La municipalité, asservie un moment au club central, imite à sa requête les visites domiciliaires, prélude du 2 septembre, et confie aux commissaires du club le soin de signaler et d'arrêter les suspects. La ville entière était dans la main d'une faction de Catilina subalternes. Un seul homme, le maire Nivière, qui avait succédé à Vitet, contenait, avec l'intrépidité d'un magistrat antique, l'audace des séditieux, et ralliait le désespoir des gens de bien. Nivière savait que Châlier et Laussel avaient rassemblé dans la nuit leurs séides, nommé un tribunal révolutionnaire secret, préparé la guillotine, choisi la place des exécutions sur un pont du Rhône d'où l'on précipiterait les cadavres dans les flots, dressé des tables de proscription, et qu'à défaut d'exécuteurs en nombre suffisant, Laussel avait dit : « Tout le monde doit être bourreau. La guillotine tombe d'elle-même. »

Quelques témoins indignés de la conjuration s'étant échappés du conciliabule et ayant ébruité le plan de Châlier, Nivière avait appelé autour de l'Hôtel-de-Lille quelques bataillons et huit pièces de canon. La tête de ce généreux maire était la première promise aux assassins. Il la jouait pour le salut de sa patrie. Sa fermeté imposa aux factieux.

« Retirons-nous, le coup est manqué ! » s'écria Châlier en trouvant ces baïonnettes et ces canons en bataille autour de l'Hôtel-de-Ville. Nivière, après ce triomphe, rentra dans les rangs des simples citoyens ; mais réélu aussitôt par huit mille suffrages sur neuf mille votants, il reprit le gouvernement de la ville aux acclamations des propriétaires.

 

XX.

Le parti de Châlier, menacé à son tour par la réaction des républicains modérés, fut sauvé de la fureur publique par ce même Nivière que ce parti avait voulu immoler.

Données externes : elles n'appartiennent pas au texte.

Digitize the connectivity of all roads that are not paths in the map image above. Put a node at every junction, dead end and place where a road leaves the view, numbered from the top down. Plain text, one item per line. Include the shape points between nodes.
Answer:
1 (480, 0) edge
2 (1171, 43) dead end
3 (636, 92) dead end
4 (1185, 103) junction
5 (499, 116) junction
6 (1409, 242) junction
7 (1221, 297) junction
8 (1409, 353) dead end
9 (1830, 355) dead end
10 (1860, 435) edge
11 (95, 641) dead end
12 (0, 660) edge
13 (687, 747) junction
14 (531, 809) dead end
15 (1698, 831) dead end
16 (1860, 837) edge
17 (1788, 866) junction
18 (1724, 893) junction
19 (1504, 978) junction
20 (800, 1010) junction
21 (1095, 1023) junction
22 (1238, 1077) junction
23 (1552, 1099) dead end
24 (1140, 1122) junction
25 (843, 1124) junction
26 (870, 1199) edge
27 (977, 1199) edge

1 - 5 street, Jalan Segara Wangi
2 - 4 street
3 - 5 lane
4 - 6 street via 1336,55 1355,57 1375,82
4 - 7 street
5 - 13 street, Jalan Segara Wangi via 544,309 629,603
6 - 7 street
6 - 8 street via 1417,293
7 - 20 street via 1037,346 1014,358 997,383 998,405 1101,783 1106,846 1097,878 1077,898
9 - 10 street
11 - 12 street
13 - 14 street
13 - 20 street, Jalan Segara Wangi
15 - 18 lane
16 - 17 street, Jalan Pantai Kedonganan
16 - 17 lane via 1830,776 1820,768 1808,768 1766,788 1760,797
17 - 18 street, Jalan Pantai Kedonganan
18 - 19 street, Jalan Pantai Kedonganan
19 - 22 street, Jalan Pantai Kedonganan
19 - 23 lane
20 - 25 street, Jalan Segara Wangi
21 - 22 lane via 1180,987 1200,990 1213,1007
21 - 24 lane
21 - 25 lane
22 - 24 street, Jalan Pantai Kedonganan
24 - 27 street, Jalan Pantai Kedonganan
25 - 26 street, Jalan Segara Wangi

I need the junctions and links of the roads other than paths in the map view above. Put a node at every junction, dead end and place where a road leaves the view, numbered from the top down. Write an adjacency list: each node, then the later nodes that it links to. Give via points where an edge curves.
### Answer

Le club central fut dispersé. Les membres de ce club invoquèrent le secours de leurs frères de Paris. La Convention décréta que deux bataillons de Marseillais viendraient rétablir l'ordre à Lyon. Elle y envoya trois commissaires choisis dans les rangs de la Montagne, Bazire, Rovère, Legendre. Mais des bataillons d'Aix et de Marseille, arrivés à Lyon pleins de l'esprit de la Gironde, y furent accueillis, comme des libérateurs, par la masse de la population, et firent trembler et fuir Châlier et son parti. Les Jacobins, réduits à l'impuissance, résolurent un 10 août contre la municipalité.

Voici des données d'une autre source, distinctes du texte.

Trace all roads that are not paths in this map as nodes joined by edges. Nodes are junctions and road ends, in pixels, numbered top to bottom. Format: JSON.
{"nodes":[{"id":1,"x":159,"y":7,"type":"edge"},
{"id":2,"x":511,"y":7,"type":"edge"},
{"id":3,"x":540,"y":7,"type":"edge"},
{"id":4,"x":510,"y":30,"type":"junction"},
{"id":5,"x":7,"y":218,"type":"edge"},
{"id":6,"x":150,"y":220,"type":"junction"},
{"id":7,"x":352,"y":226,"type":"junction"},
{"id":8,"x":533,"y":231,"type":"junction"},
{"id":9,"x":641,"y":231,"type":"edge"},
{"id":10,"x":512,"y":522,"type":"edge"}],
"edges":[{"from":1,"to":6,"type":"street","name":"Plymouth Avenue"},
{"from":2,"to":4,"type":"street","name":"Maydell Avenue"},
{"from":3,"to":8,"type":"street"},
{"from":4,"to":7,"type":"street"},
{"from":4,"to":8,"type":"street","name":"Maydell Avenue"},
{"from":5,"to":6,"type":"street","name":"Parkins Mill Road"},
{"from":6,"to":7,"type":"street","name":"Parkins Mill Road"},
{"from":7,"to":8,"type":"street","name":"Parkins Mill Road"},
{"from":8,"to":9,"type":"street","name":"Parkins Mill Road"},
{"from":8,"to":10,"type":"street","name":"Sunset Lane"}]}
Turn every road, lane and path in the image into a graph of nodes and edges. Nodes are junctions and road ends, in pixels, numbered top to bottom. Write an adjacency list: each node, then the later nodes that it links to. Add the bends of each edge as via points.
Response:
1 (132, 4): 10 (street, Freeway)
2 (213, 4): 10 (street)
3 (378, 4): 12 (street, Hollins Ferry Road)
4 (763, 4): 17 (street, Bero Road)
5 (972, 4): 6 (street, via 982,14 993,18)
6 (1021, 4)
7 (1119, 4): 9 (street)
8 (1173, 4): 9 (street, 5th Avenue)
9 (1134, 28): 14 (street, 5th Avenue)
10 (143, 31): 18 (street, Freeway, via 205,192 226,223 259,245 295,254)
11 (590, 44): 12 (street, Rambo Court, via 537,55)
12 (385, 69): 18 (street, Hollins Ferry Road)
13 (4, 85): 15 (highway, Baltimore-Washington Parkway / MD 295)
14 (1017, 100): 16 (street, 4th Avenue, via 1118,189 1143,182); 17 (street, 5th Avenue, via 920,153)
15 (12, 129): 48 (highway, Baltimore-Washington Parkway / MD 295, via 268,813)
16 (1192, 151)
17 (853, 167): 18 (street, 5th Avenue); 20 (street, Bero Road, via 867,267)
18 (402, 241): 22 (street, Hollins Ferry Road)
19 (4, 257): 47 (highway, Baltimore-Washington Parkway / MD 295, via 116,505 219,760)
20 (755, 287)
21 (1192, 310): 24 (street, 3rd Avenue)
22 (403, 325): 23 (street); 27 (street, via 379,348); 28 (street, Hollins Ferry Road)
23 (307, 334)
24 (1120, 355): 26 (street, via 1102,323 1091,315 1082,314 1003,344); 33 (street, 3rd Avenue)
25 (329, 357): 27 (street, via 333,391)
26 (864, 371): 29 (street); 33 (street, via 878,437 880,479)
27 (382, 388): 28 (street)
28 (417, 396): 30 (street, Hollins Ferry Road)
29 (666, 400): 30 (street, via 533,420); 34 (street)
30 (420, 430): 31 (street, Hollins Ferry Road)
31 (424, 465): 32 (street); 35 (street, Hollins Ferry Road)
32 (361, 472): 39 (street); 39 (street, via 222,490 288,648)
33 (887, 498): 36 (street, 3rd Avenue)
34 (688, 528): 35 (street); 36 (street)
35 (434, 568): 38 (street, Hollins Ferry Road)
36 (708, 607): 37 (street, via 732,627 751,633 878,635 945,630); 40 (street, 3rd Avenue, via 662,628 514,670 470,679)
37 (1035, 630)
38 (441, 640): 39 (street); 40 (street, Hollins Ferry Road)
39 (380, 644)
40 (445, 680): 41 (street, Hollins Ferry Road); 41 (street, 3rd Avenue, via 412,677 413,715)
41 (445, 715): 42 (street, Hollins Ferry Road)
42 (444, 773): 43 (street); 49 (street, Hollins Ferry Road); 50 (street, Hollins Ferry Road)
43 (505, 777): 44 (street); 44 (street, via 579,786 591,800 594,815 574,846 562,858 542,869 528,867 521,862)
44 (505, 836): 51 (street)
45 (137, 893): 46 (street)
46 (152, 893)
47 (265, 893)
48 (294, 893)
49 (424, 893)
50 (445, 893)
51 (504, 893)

Châlier reparut et raviva le foyer du club central : « Trois cents Romains, disait-il, ont juré de poignarder les modernes Porsenna et de s'ensevelir avec leurs ennemis sous les débris de cette nouvelle Sagonte. Aristocrates, Rolandistes, modérés égoïstes, tremblez ! Le 10 août peut encore renaître, les flots de la Saône et du Rhône rouleront bientôt vos cadavres à la mer ! » Cusset lui répondait du sommet de la Montagne : « La liberté pour nous, la mort pour nos ennemis, voilà le scrutin épuratoire de la république ! » Un banquet patriotique réunit les Jacobins, sous les arbres de Bellecour, le 9 mai. Encouragés par leur nombre et par les applaudissements de la foule, ils allèrent, après le repas, sommer la municipalité d'installer enfin le tribunal révolutionnaire. Ils furent repoussés.

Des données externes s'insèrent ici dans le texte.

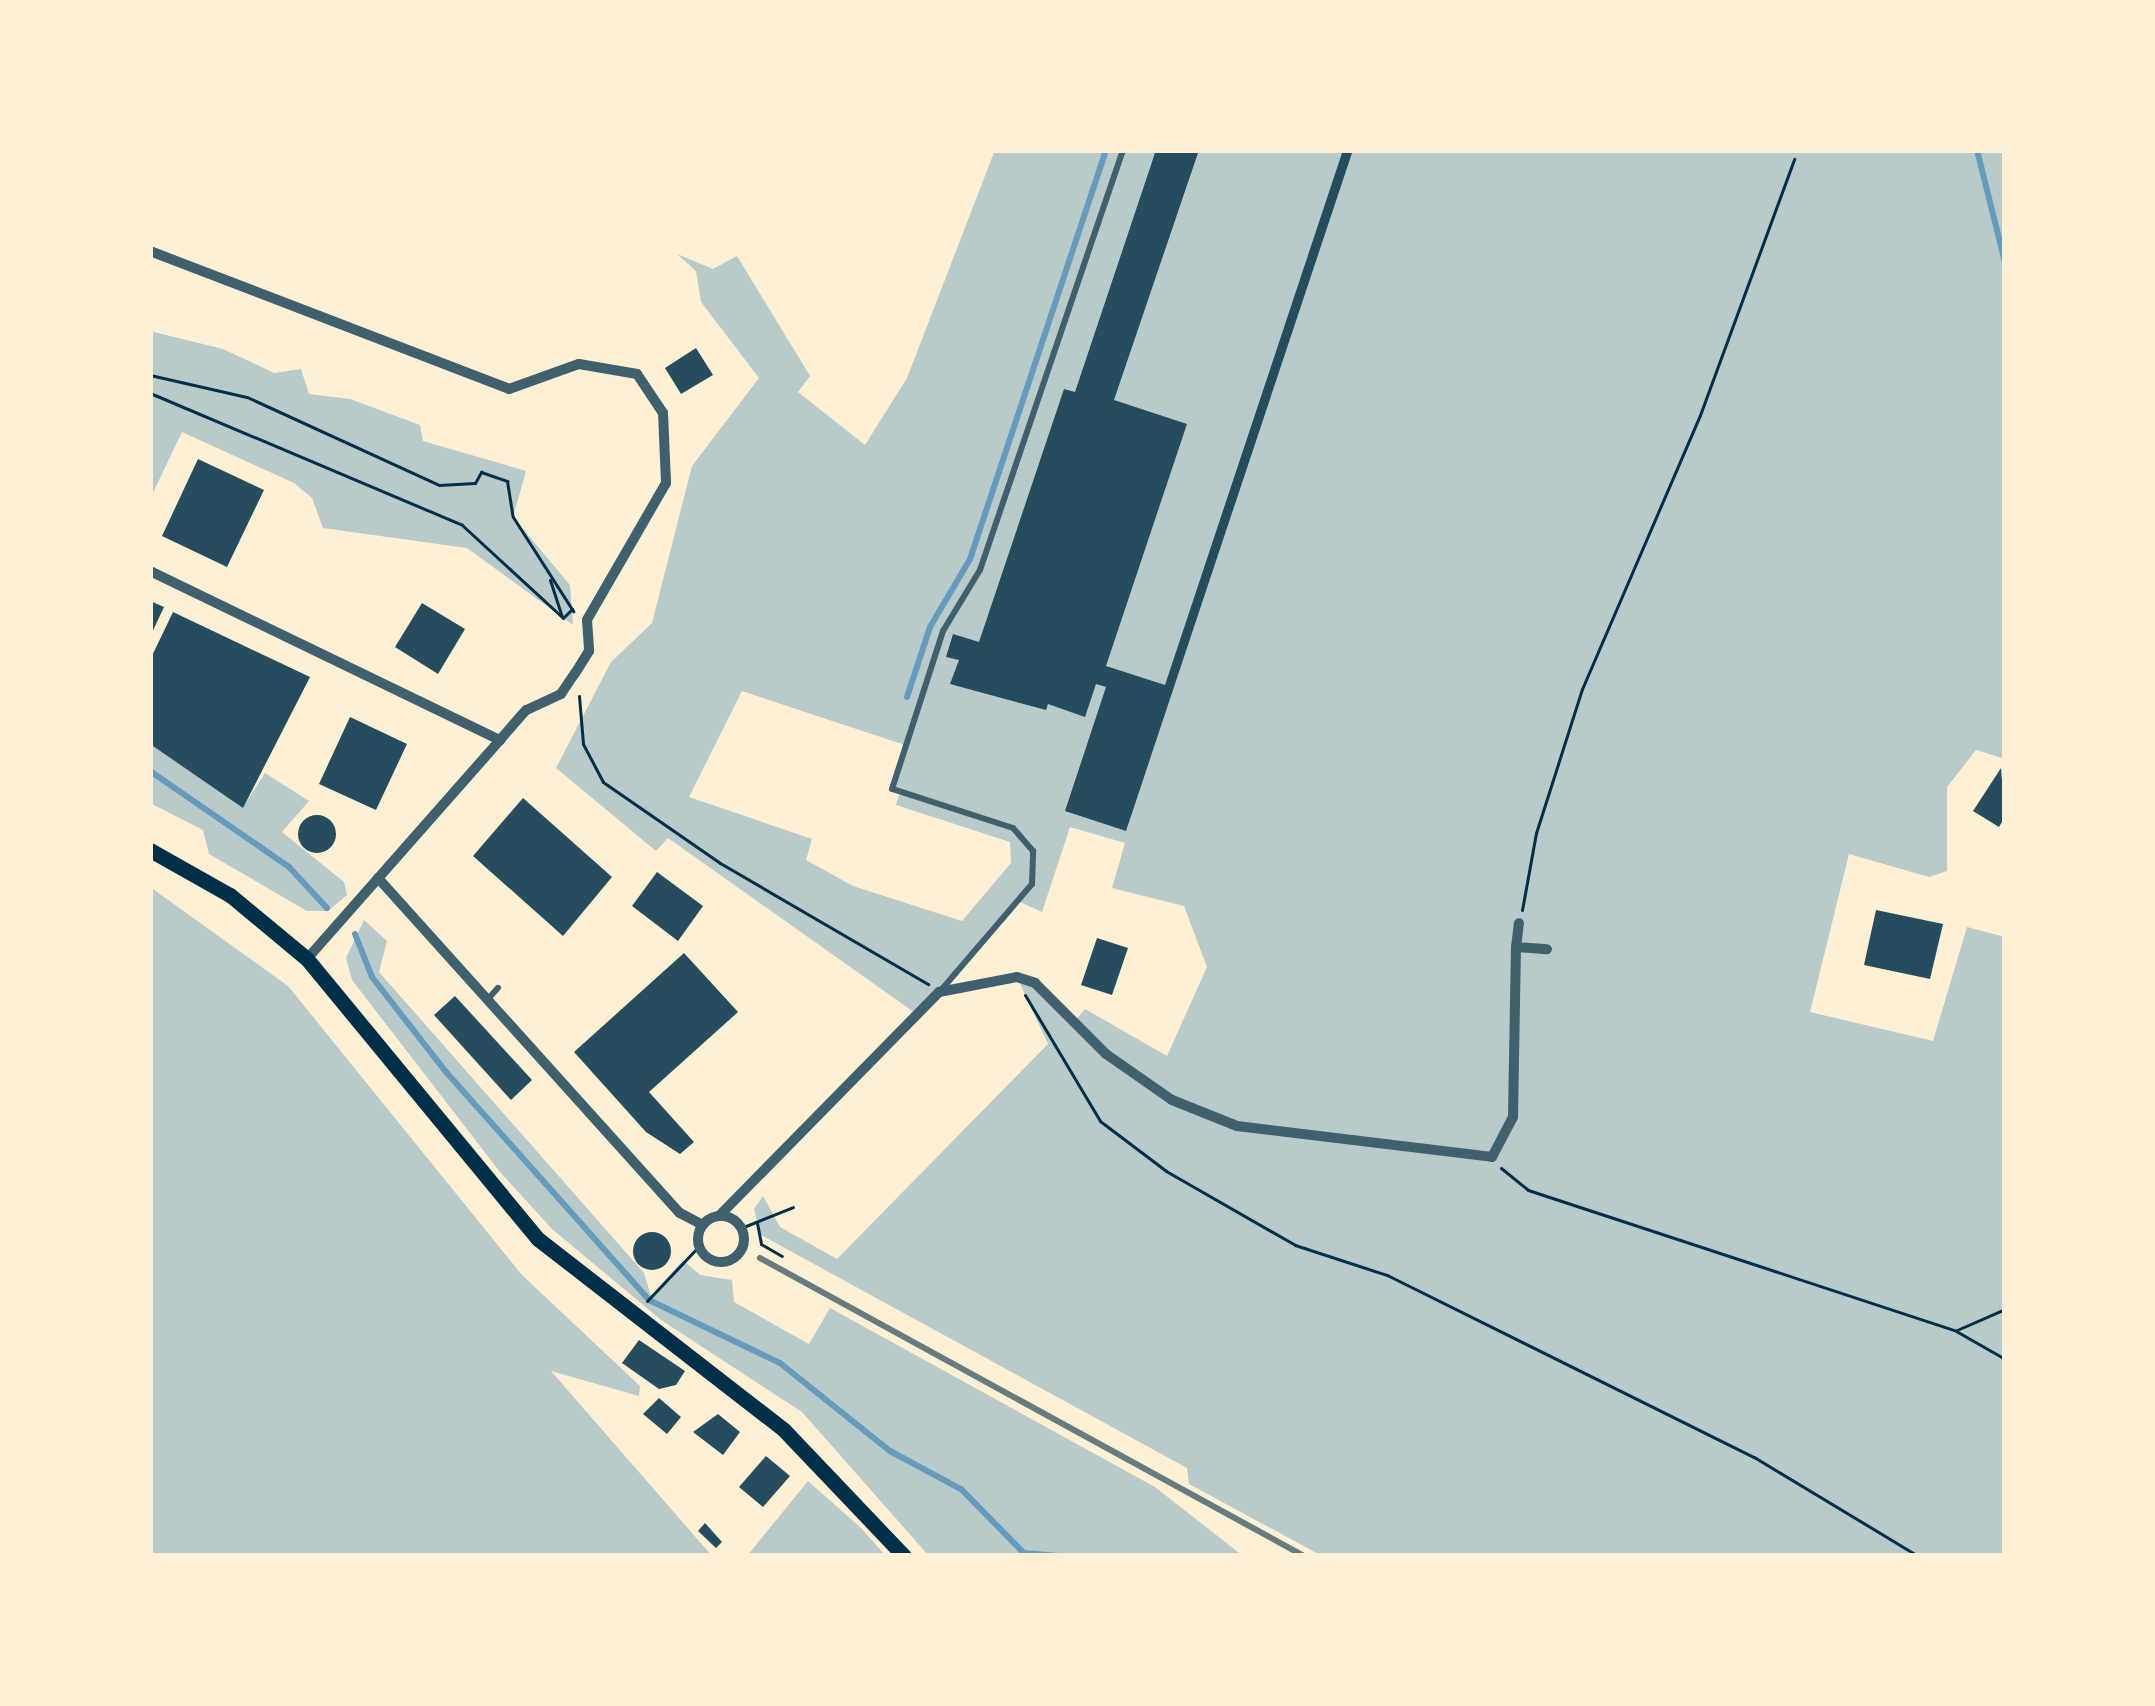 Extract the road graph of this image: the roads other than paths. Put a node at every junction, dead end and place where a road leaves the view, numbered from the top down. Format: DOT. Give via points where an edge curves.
graph roads {
  1 [pos="1123,150"];
  2 [pos="150,251"];
  3 [pos="150,571"];
  4 [pos="500,740"];
  5 [pos="150,850"];
  6 [pos="378,878"];
  7 [pos="1520,923"];
  8 [pos="1516,947"];
  9 [pos="1547,949"];
  10 [pos="307,959"];
  11 [pos="498,988"];
  12 [pos="939,992"];
  13 [pos="488,999"];
  14 [pos="719,1216"];
  15 [pos="703,1225"];
  16 [pos="904,1556"];
  1 -- 12 [label="lane" via="980,570 943,631 892,789 1012,828 1033,851 1032,884"];
  2 -- 4 [label="street" via="509,389 579,364 637,374 663,413 666,483 587,620 589,651 575,673 561,694 526,710"];
  3 -- 4 [label="street"];
  4 -- 6 [label="street"];
  5 -- 10 [label="main road" via="230,895"];
  6 -- 10 [label="street"];
  6 -- 13 [label="street"];
  7 -- 8 [label="street"];
  8 -- 9 [label="street"];
  8 -- 12 [label="street" via="1513,1118 1492,1157 1238,1126 1172,1100 1106,1054 1035,983 1017,977"];
  10 -- 16 [label="main road" via="538,1239 784,1430"];
  11 -- 13 [label="lane"];
  12 -- 14 [label="street"];
  13 -- 15 [label="street" via="680,1213"];
  14 -- 15 [label="street"];
  14 -- 15 [label="street" via="741,1228 742,1250 730,1260 708,1258 699,1246"];
}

Des commissaires plus énergiques de la Convention arrivèrent à Lyon : c'étaient Albite, Dubois-Crancé, Gauthier et Nioche. Ils frappèrent les riches d'un emprunt forcé de six millions. Ils organisèrent un comité de salut public, imitation de celui de Paris. Ils décrétèrent une armée révolutionnaire. Ils relevèrent l'audace de Châlier et repartirent pour l'armée des Alpes, laissant la ville à la merci de ce comité dictatorial. Le comité se hâta de pressurer les citoyens, d'armer ses partisans, de noter de mort ses ennemis. Châlier publia ces tables sous le titre de Boussole des patriotes. « Aux armes ! aux armes ! » s'écriait-il en parcourant les rues à la tète de ses jacobins. « Vos ennemis ont juré d'égorger jusqu'à vos enfants à la mamelle. Hâtez-vous de les vaincre ou ensevelissez-vous sous les ruines de la ville ! »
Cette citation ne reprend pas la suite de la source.